Washington, D.C. — A VOA reporter was arrested and beaten by police in Angola while on assignment Tuesday, May 24.
“I am outraged that VOA’s journalist in Luanda was so viciously attacked simply for doing his job,” VOA Director Amanda Bennett said. “Intimidation of VOA reporters will not be tolerated and it will not deter us from reporting the truth.”
Coque Mukuta, a contributing reporter for VOA’s Portuguese to Africa Service, was in a Luanda market doing a story on police corruption, when he witnessed law enforcement officers intimidating merchants, and demanding bribes and goods. Several uniformed and plain clothes officers arrested Mukuta and confiscated his camera before he was able to photograph the scene. They placed him in the back of a police car and beat him. He again was assaulted by authorities at a local police station. An officer told Mukuta, “You have to be beaten, so VOA will not get its story.”

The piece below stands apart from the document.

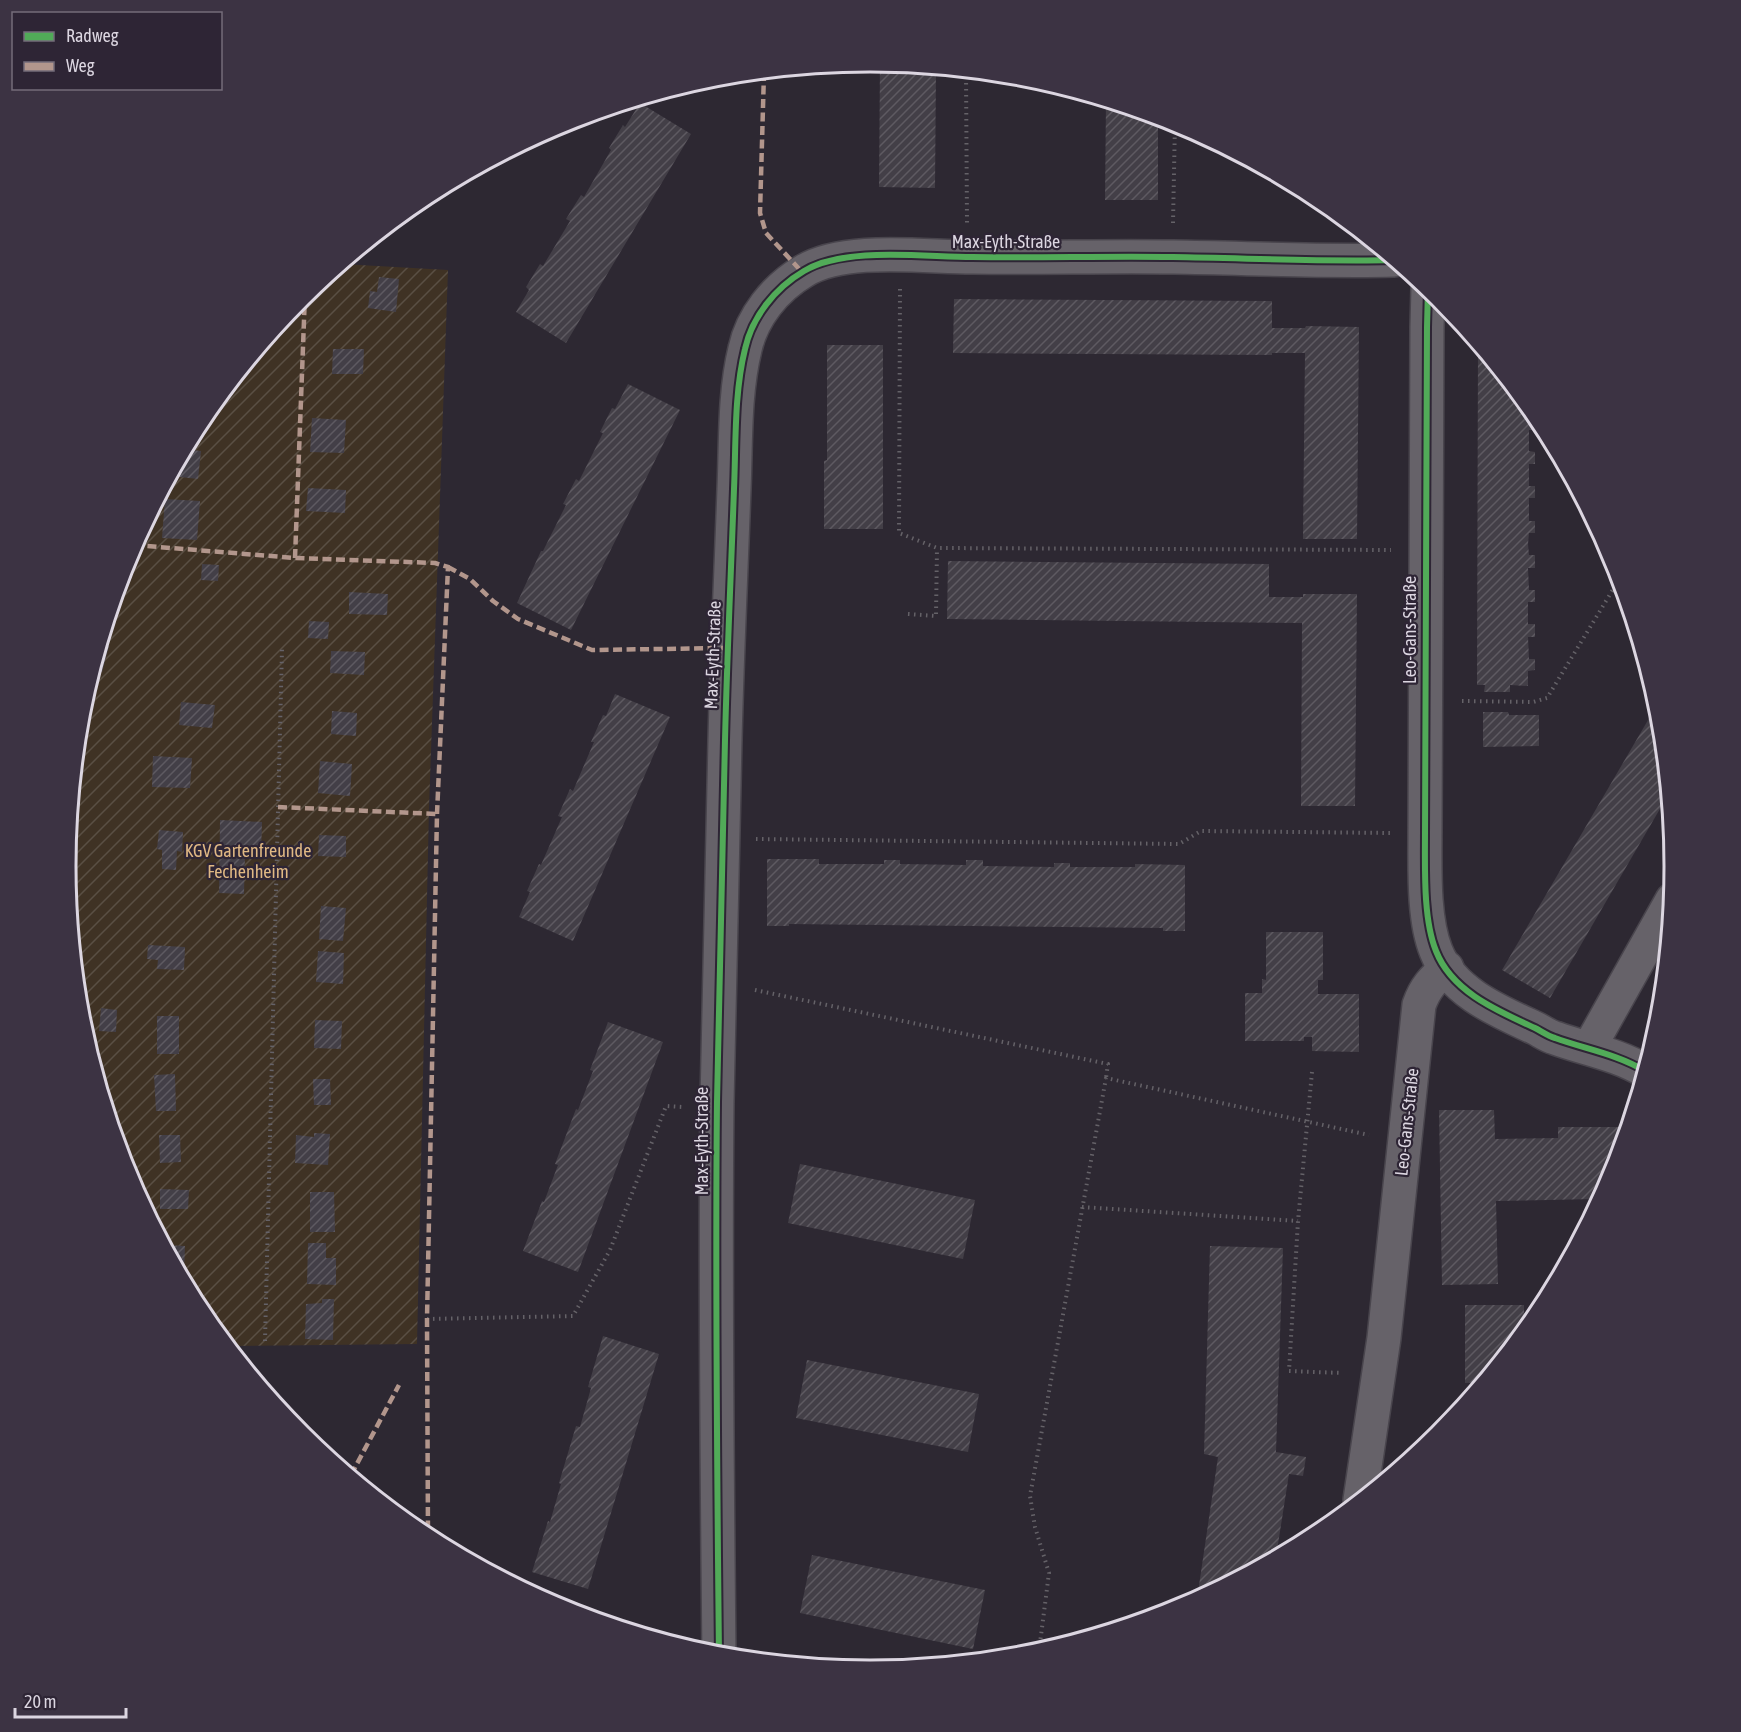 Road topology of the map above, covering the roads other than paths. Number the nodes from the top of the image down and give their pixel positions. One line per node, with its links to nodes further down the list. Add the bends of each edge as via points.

Mukuta was released after spending several hours in custody. He credits his release in part to intervention by the country’s National Union of Journalists, whose secretary-general telephoned authorities and demanded that Mukuta be freed. Mukuta has filed a formal complaint with the provincial police.
“The Broadcasting Board of Governors calls on Angolan authorities to stop immediately the attacks on journalists and hold accountable those responsible for this assault,” BBG CEO and Director John Lansing said. “Violence against journalists is unacceptable, and this denial of basic human rights must come to an end.”
Voice of America reaches a global weekly audience of more than 278 million people in 47 languages. VOA programs are delivered on satellite, cable, shortwave, FM, medium wave, streaming audio and video and more than 2,350 media outlets worldwide. It is funded by the U.S. Congress through USAGM.
The Portuguese to Africa Service broadcasts to Lusophone Africa and other countries that have sizable Portuguese-speaking communities. Our Portuguese broadcasts also reach East Timor, a Portuguese-speaking country in Southeast Asia as well as Brazil via shortwave and the Internet. Programming includes news, discussions, interviews and a wide variety of features, including music and art. Roughly ten percent of the service’s audience is in Angola.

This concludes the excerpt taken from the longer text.